Document Density Density-based spam detector (Japanese)

The volume of mass unsolicited electronic mail, often known as spam, has recently increased enormously and has become a serious threat to not only the Internet but also to society. A new spam detection method which uses document space density information is proposed. Although it requires extensive e-mail traffic to acquire the necessary information, an unsupervised learning engine with a short white list can achieve a 98% recall rate and 100% precision. A direct-mapped cache method contributes handling of over 13,000 e-mails per second. Experimental results, which were conducted using over 50 million actual e-mails, are also reported.

Document space density and Direct-mapped cache method
Although most of the conventional spam filters use vector representation for the basic representation of data, we use document space density as the key information to distinguish spam from other e-mails (See Page top Figure). More precisely, we just count the number of similar e-mails. By counting the number of similar mails, we can easily distinguish spam from other e-mails.

A high speed text search engine is an important component of our method. Since it has to handle over 10,000 e-mails per second and it needs to check a million previous e-mails to handle the current single e-mail, naive implementation requires over 10 billion similarity checks. To solve this problem, we have developed a direct-mapped cache architecture to speed up processing.
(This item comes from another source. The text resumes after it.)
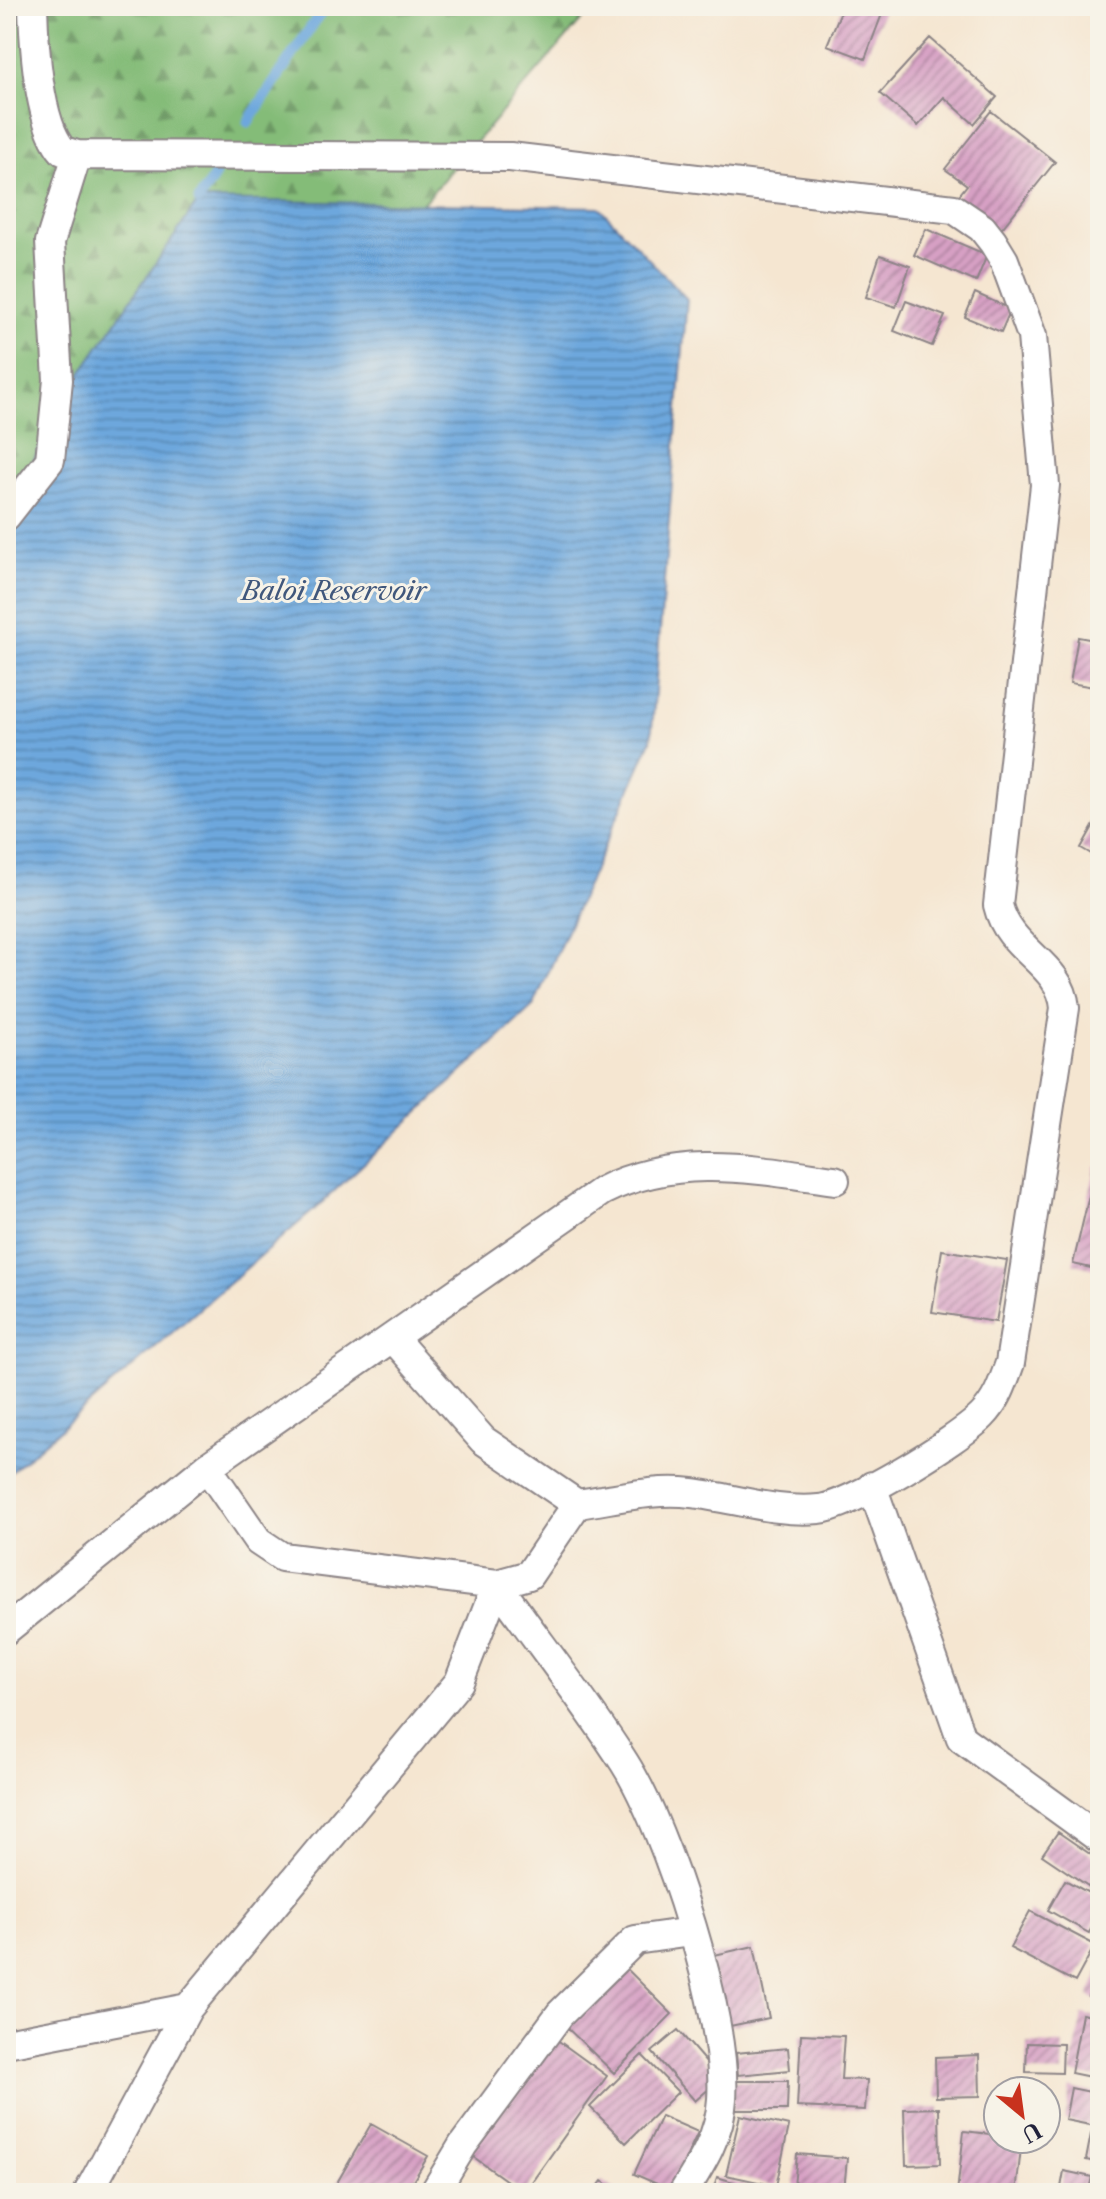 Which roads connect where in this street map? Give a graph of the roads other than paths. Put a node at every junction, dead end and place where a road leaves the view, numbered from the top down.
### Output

The hash data base in the Figure stores the hash values of each e-mail and the number of similar e-mails. The direct-mapped cache copies the n% of the hash values. It also stores the pointer to the e-mail's entry in the hash data base. To check a single e-mail, in order to find similar previous e-mail which share S% of the same hash values, the algorithm first checks the direct-mapped cache. The direct-mapped cache is a simple hash table, and the algorithm can find the entries of e-mails which have the same hash value through this cache.

The contents in the direct-mapped cache are simply overwritten if the hash values are over-wrapped. When all the hash values in the direct-mapped cache are overwritten by other e-mails, the algorithm deletes the entry in the hash data base for the overwritten e-mail so that it can reuse the memory space of the hash data base.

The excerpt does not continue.